Things keep getting worse for Francesco Schettino, the captain of stricken Italian cruise ship Costa Concordia.

After being blasted by media outlets for abandoning his vessel before all passengers were evacuated (listen to the tense audio recording between Capt. Schettino and a Coast Guard official here), Schettino attempted to redeem himself with a weak excuse, telling investigators he accidentally slipped and fell into a lifeboat. 

But with the death toll at 11 and at least 23 people still missing after the luxury liner ran aground off the West Coast of Italy on Jan. 13, strange details about the captain’s behaviour before and after the incident are bubbling to the surface. 

“The captain has been branded a reckless show-off who refused to listen to orders and operated the ship as it if was a speed boat,” says Francoise Kadri and Dario Thuburn of the AFP (via National Post).

Fellow colleague, Martino Pellegrino, also described the Naples-born seafarer as being a regular risk-taker.

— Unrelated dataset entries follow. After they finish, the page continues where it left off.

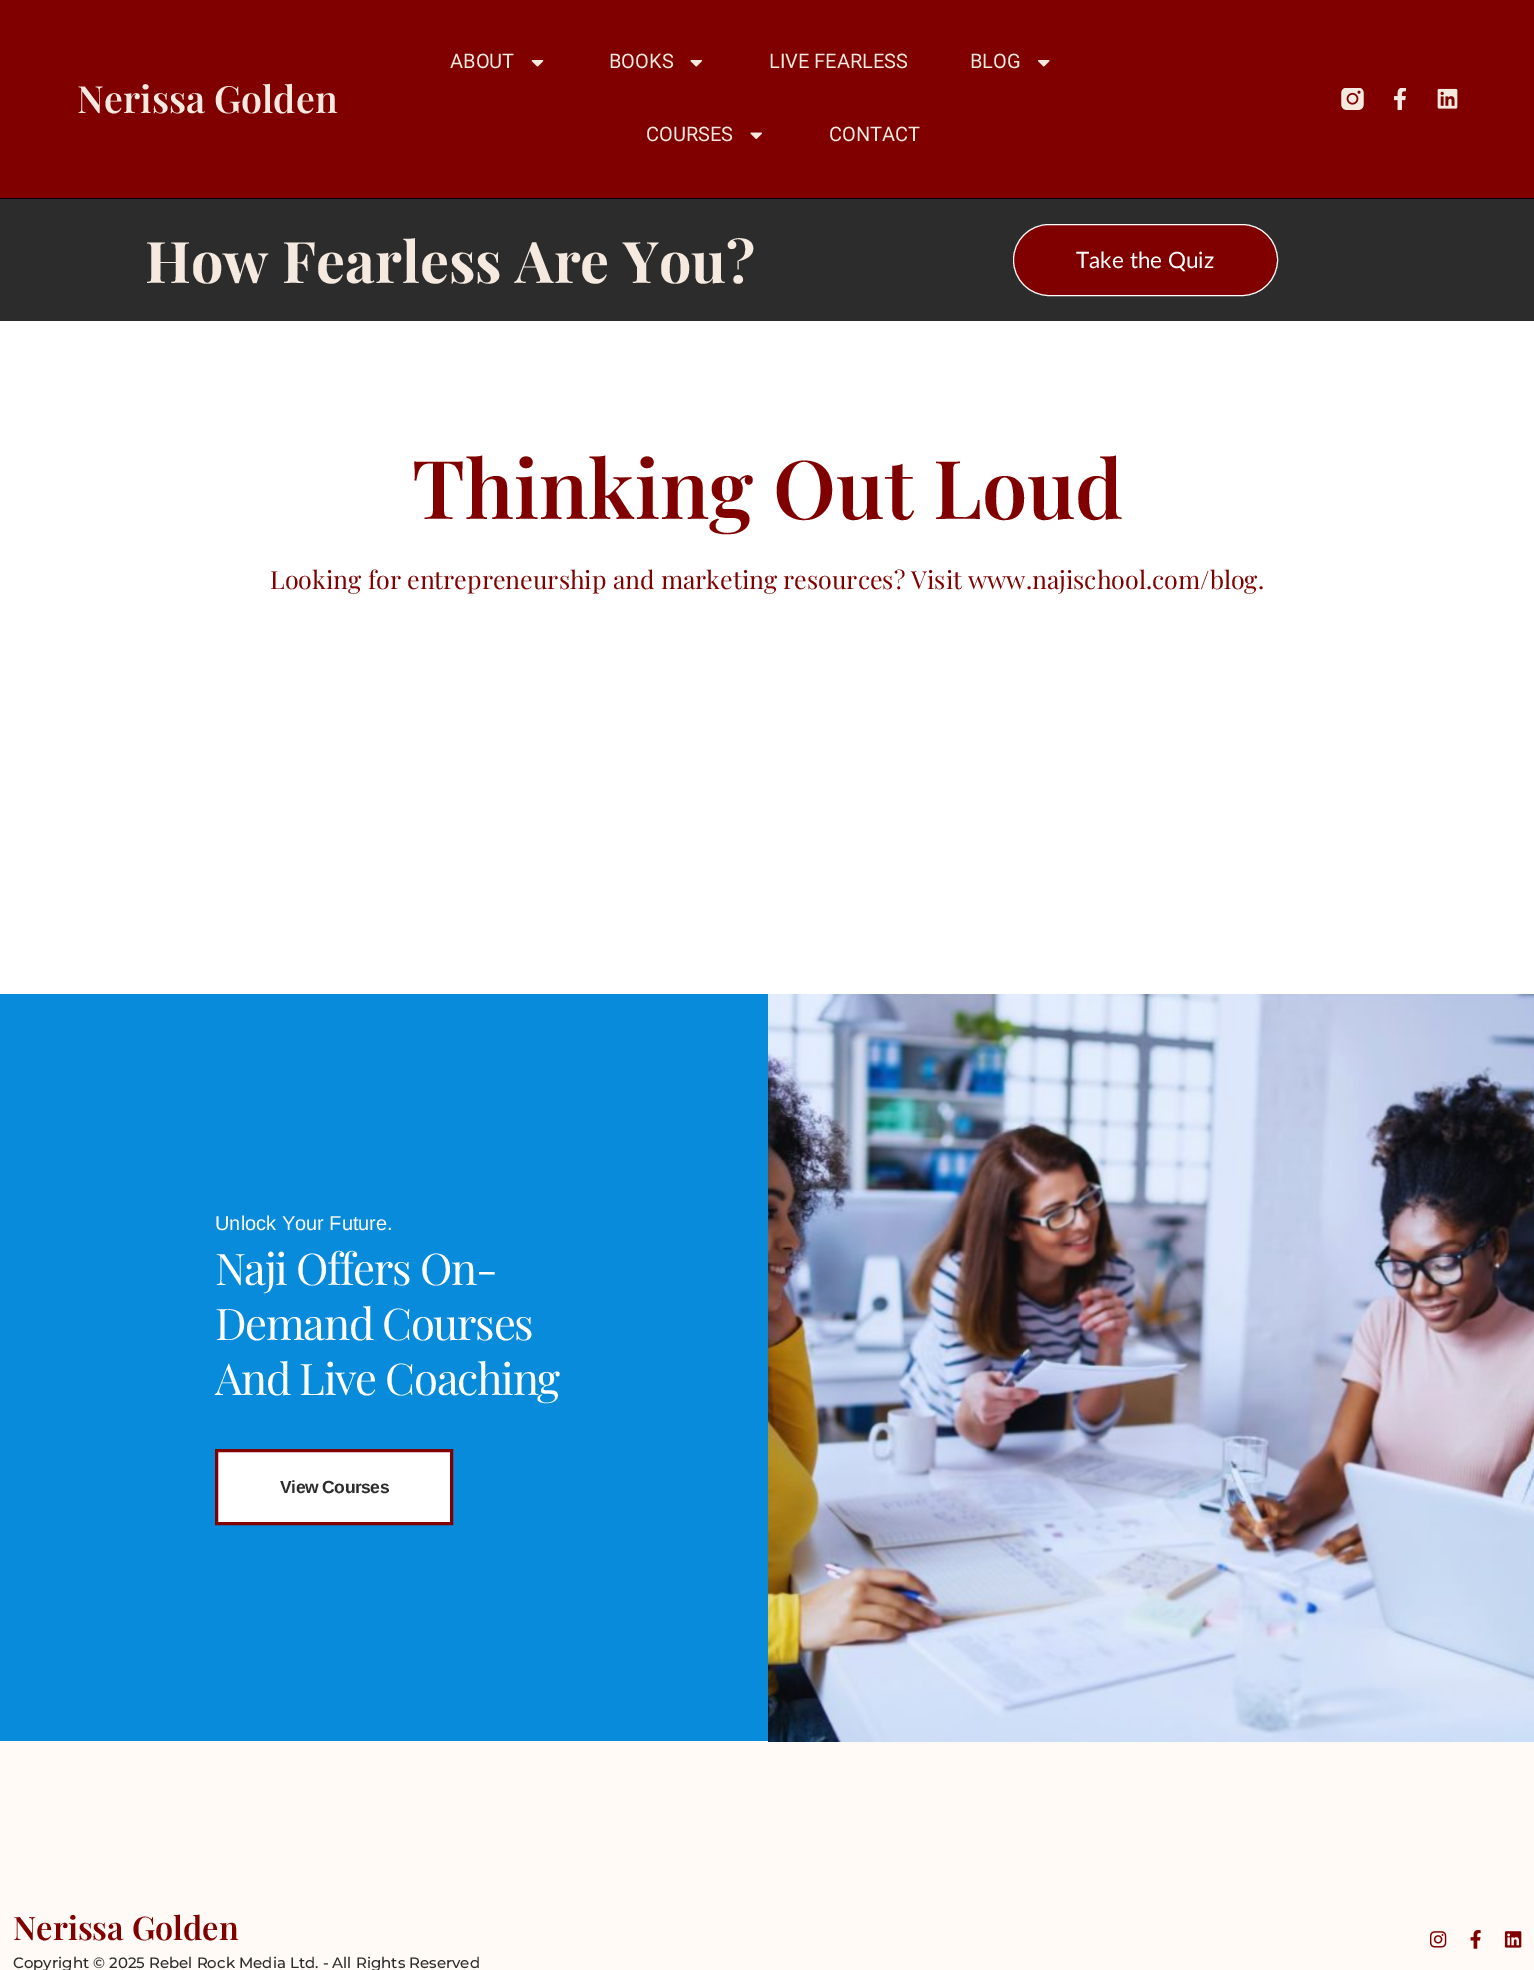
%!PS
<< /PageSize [1534 1970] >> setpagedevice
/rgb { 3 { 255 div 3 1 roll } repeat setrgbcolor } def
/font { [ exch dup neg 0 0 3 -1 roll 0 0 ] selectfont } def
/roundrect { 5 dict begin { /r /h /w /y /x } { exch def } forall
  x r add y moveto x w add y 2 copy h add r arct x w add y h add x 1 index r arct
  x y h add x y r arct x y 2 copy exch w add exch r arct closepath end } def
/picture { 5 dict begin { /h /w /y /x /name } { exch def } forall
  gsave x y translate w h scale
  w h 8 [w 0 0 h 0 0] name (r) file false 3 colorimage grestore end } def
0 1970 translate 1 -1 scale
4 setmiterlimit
255 255 255 rgb
0 0 1534 1970 rectfill
128 0 0 rgb
0 0 1534 198 rectfill
0 0 0 rgb
0 198 1534 1 rectfill
(img/1.rgb) 531 60 13 7 picture
(img/2.rgb) 690 60 12 7 picture
(img/3.rgb) 1038 60 12 7 picture
(img/4.rgb) 750 132 12 7 picture
(img/5.rgb) 1341 88 23 22 picture
(img/6.rgb) 1393 88 14 22 picture
(img/7.rgb) 1437 88 21 21 picture
44 44 44 rgb
0 199 1534 122 rectfill
128 0 0 rgb
1013.5 224.5 264 71 35.5 roundrect gsave fill grestore
255 255 255 rgb
stroke
255 250 245 rgb
0 1741 1534 229 rectfill
7 139 218 rgb
0 994 768 747 rectfill
255 255 255 rgb
216.5 1450.5 moveto 451.5 1450.5 lineto 451.5 1523.5 lineto 216.5 1523.5 lineto closepath gsave fill grestore
128 0 0 rgb
3 setlinewidth
stroke
(img/8.rgb) 768 994 766 748 picture
(img/9.rgb) 1429 1931 18 17 picture
(img/10.rgb) 1470 1930 11 19 picture
(img/11.rgb) 1504 1931 18 17 picture
/PlayfairDisplay-SemiBold 37.5 font
245 233 224 rgb
77 113 moveto (Nerissa Golden) show
/Roboto-Regular 20 font
[
  [(ABOUT) 450 68]
  [(BOOKS) 609 68]
  [(LIVE FEARLESS) 769 68]
  [(BLOG) 970 68]
  [(COURSES) 646 141]
  [(CONTACT) 829 141]
] { aload pop moveto show } forall
/PlayfairDisplay-Bold 57.5 font
145 283 moveto (How Fearless Are You?) show
/Lato-Regular 22.5 font
255 255 255 rgb
1076 268 moveto (Take the Quiz) show
/PlayfairDisplay-SemiBold 81.25 font
128 0 0 rgb
412 519 moveto (Thinking Out Loud) show
/PlayfairDisplay-Regular 25 font
270 589 moveto (Looking for entrepreneurship and marketing resources? Visit www.najischool.com/blog.) show
/LiberationSans-Regular 20 font
255 255 255 rgb
215 1230 moveto (Unlock Your Future.) show
/PlayfairDisplay-Regular 43.75 font
215 1285 moveto -1.4 0 (Naji Offers On-) ashow
215 1340 moveto -1.4 0 (Demand Courses) ashow
215 1395 moveto -1.4 0 (And Live Coaching) ashow
/LiberationSans-Bold 17.5 font
44 44 44 rgb
280 1493 moveto -0.5 0 (View Courses) ashow
/PlayfairDisplay-SemiBold 32.5 font
128 0 0 rgb
13 1940 moveto (Nerissa Golden) show
/Montserrat-Medium 15 font
44 44 44 rgb
13 1968 moveto (Copyright © 2025 Rebel Rock Media Ltd. - All Rights Reserved) show
showpage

He told Italian newspaper La Repubblica, “If I had to make a comparison, we got the impression that he [Schettino] would drive a bus like a Ferrari” (via The Telegraph).

Before the Costa Concordia struck underwater rocks, Schettino admits straying off course to salute his former boss, Mario Polombo.  

“I was navigating by sight because I knew the depths well and I had done this manoeuvre three or four times. But this time I ordered the turn too late and I ended up in water that was too shallow. I don’t know why it happened. I was a victim of my instincts,” Schettino told investigators in a three-hour interrogation Tuesday. 

But even Polombo has questioned Schettino’s tactics, telling investigators that he was “too high-spirited and a dare devil,” reports the AFP

The media seems even more baffled by Schettino’s behaviour following the crash. According to Spiegel Online’s Fabian Reinhold, Schettino spent the morning after the accident wandering his hotel, reportedly asking the manager and taxi driver where he could find dry socks.

Reinhold also described Schettino as an “experienced captain” who had been working for the Costa Crociere shipping line for 10 years. 

But those credentials are now being called into question. The phone conversation of Capt. Schettino repeatedly being ordered to return the ship in the hours after the collision doesn’t help his case.

Schettino was placed under house arrest Tuesday night after a three-day stint in jail. He awaits trial for accusations of manslaughter and abandoning ship.